さらに“進んだ”街もあります。東京・JR新橋駅前の烏森通り。1本の街灯に3〜5台のカメラがあらゆる方向に向けて設置されています。数えてみると約50メートルに40台、同駅周辺だけで約80台が動いています。カメラを設置・運営するのは、警視庁愛宕(あたご)署が商店会などによびかけて昨年5月に発足した「愛宕防犯カメラ設置協議会」です。同署管内だけで300台を置く方針です。
6年で3倍
監視カメラの国内設置台数は「推定で350万〜400万台」(業界団体)。駅構内だけで6万1千台(2012年3月)と、この6年で3倍(国土交通省)に増えました。
カメラの技術も進化しています。
▽街頭の会話を録音できる▽人(物体)が集まったり、急に動いたりするのを自動的に検知し、警察署に送信できる―などのカメラがあります。
システムも進化。警視庁は11年3月から3年間の予定で「三次元顔形状データベース自動照合システム」の試験運用を行っています。

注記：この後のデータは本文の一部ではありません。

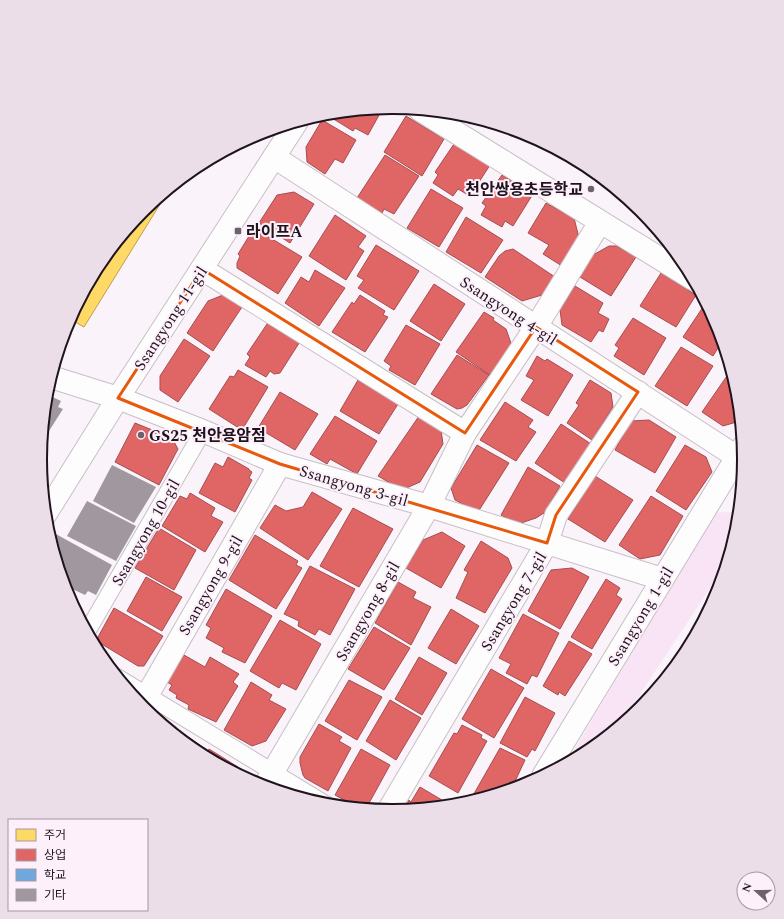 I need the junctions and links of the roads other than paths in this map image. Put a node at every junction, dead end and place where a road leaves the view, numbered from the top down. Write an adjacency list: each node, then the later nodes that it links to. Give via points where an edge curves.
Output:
1 (430, 116): 4 (street)
2 (291, 130): 3 (street, Ssangyong 11-gil)
3 (274, 157): 5 (street, Ssangyong 11-gil); 7 (street, Ssangyong 4-gil)
4 (600, 222): 6 (street); 7 (street, Ssangyong 8-gil)
5 (202, 269): 10 (street, Ssangyong 11-gil); 12 (street)
6 (681, 272)
7 (536, 327): 9 (street, Ssangyong 4-gil); 12 (street, Ssangyong 8-gil)
8 (57, 379): 10 (street, Ssangyong 3-gil)
9 (638, 392): 13 (street, Ssangyong 4-gil); 18 (street, Ssangyong 7-gil, via 556,516)
10 (118, 398): 11 (street, Ssangyong 3-gil); 17 (street, Ssangyong 11-gil)
11 (203, 431): 15 (street, Ssangyong 3-gil); 20 (street, Ssangyong 10-gil)
12 (465, 433): 16 (street, Ssangyong 8-gil)
13 (737, 453)
14 (737, 462): 19 (street, Ssangyong 1-gil)
15 (280, 464): 16 (street, Ssangyong 3-gil); 21 (street, Ssangyong 9-gil)
16 (429, 506): 18 (street, Ssangyong 3-gil); 24 (street, Ssangyong 8-gil)
17 (50, 508)
18 (547, 543): 19 (street, Ssangyong 3-gil); 26 (street, Ssangyong 7-gil)
19 (662, 579): 23 (street, Ssangyong 1-gil)
20 (90, 626)
21 (145, 700)
22 (150, 705): 24 (street)
23 (548, 767)
24 (268, 780): 25 (street)
25 (286, 787)
26 (392, 804) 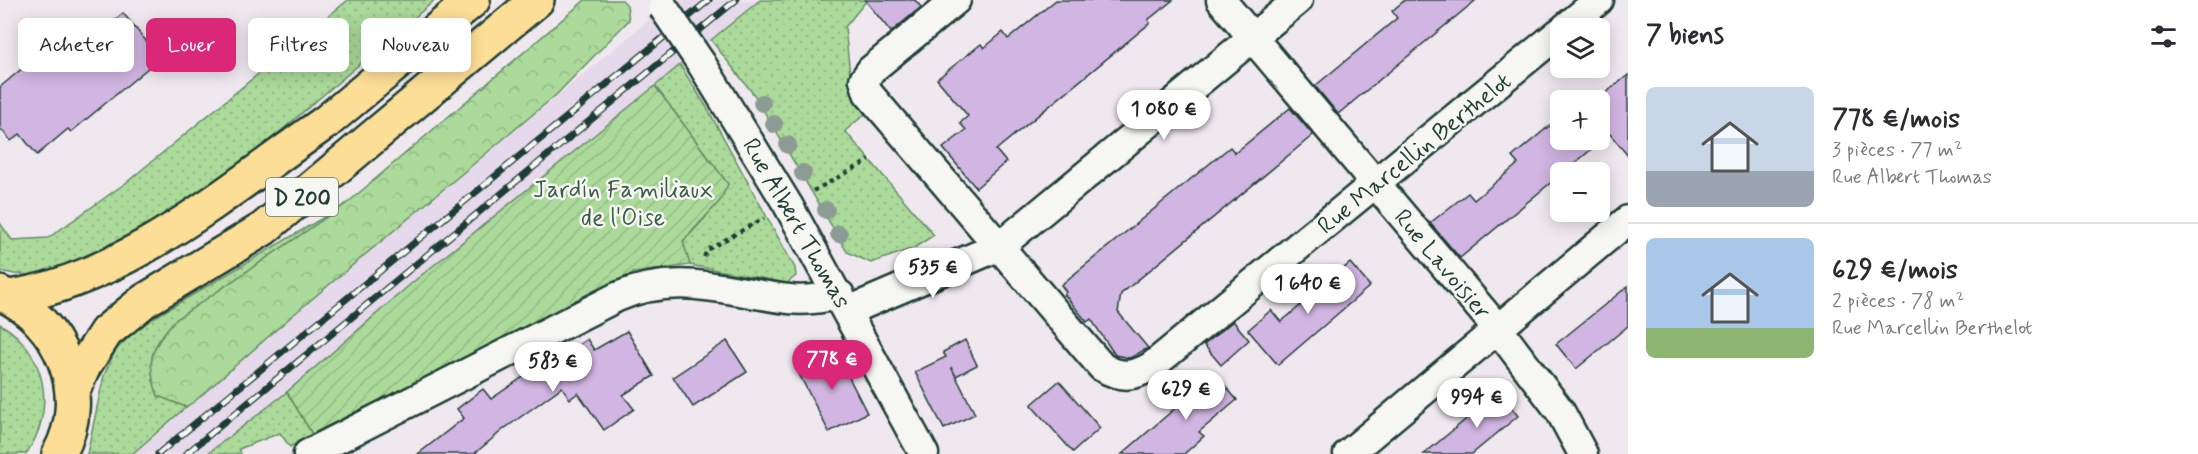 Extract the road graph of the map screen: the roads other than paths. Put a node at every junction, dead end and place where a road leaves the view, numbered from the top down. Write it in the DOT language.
graph roads {
  1 [pos="473,0"];
  2 [pos="537,0"];
  3 [pos="956,0"];
  4 [pos="1221,0"];
  5 [pos="1298,0"];
  6 [pos="1599,0"];
  7 [pos="660,4"];
  8 [pos="1576,18"];
  9 [pos="1252,39"];
  10 [pos="1550,40"];
  11 [pos="1377,184"];
  12 [pos="1628,220"];
  13 [pos="1000,246"];
  14 [pos="5,295"];
  15 [pos="844,303"];
  16 [pos="1498,329"];
  17 [pos="72,392"];
  18 [pos="58,454"];
  19 [pos="308,454"];
  20 [pos="924,454"];
  21 [pos="1348,454"];
  22 [pos="1583,454"];
  1 -- 14 [label="main road, D 200"];
  2 -- 17 [label="main road, D 200"];
  3 -- 13 [label="street, Rue Marcellin Berthelot"];
  4 -- 9 [label="street, Rue Lavoisier"];
  5 -- 9 [label="street"];
  6 -- 8 [label="street"];
  7 -- 15 [label="street, Rue Albert Thomas, bridge"];
  9 -- 11 [label="street, Rue Lavoisier"];
  9 -- 13 [label="street"];
  10 -- 11 [label="street, Rue Marcellin Berthelot"];
  11 -- 13 [label="street, Rue Marcellin Berthelot"];
  11 -- 16 [label="street, Rue Lavoisier"];
  12 -- 16 [label="street"];
  13 -- 15 [label="street"];
  14 -- 17 [label="main road"];
  15 -- 19 [label="street"];
  15 -- 20 [label="street, Rue Albert Thomas"];
  16 -- 21 [label="street"];
  16 -- 22 [label="street, Rue Lavoisier"];
  17 -- 18 [label="main road"];
} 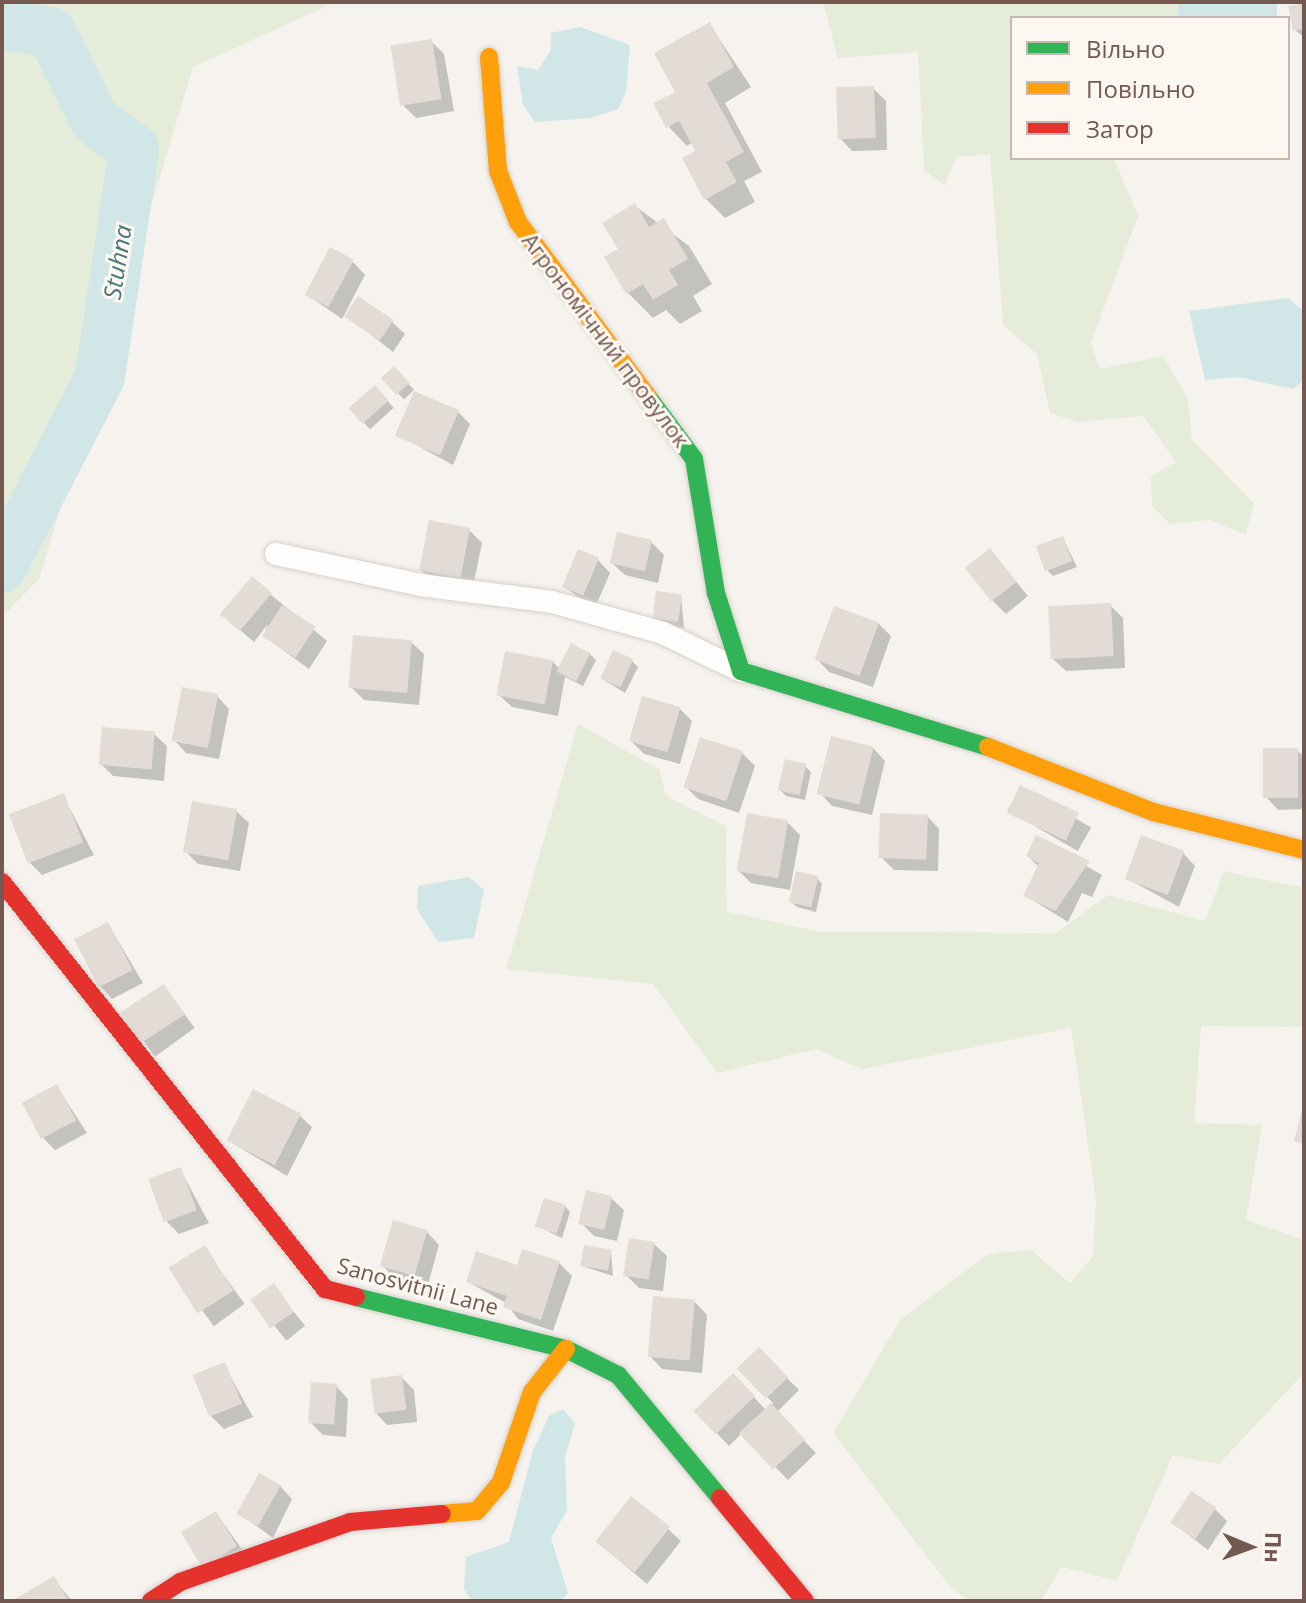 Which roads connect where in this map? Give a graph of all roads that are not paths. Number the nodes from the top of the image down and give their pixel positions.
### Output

カメラ映像を瞬時に警視庁のネットワークに送信し、映った顔を3次元で解析、犯罪容疑者の顔写真と自動的に照合する、というもの。警視庁は、都内にある民間カメラ20台を使用していますが、どこのカメラを使っているのかなどの詳細は一切明らかにしていません。
法規制なし
街頭で聞くと、「監視されているようで全然安心じゃない」(50代女性)という声もありました。
日本弁護士連合会(日弁連)で人権擁護委員会副委員長を務める武藤糾明弁護士は「犯罪捜査の名のもと、監視カメラで無差別に撮影した大量の市民データが、令状もないまま警察に任意に提供される“違法状態”が横行している」といいます。
今、大きな問題は、こうした監視カメラの運用を定める基準や法律がないことです。条例を定めた自治体もありますが、ごくわずかです。
日弁連は12年1月、「監視カメラに対する法的規制に関する意見書」を発表。設置場所、利用方法などの法規制を求めています。
欧州連合(EU)では「データ保護指令」として、個人のプライバシー情報の収集や利用方法などの基準を定め、加盟国に義務付けています。米国でも昨年10月、連邦取引委員会が、顔認証システムの運用指針を公表。目的や収集情報の内容を撮影対象者に明らかにすべきだとしています。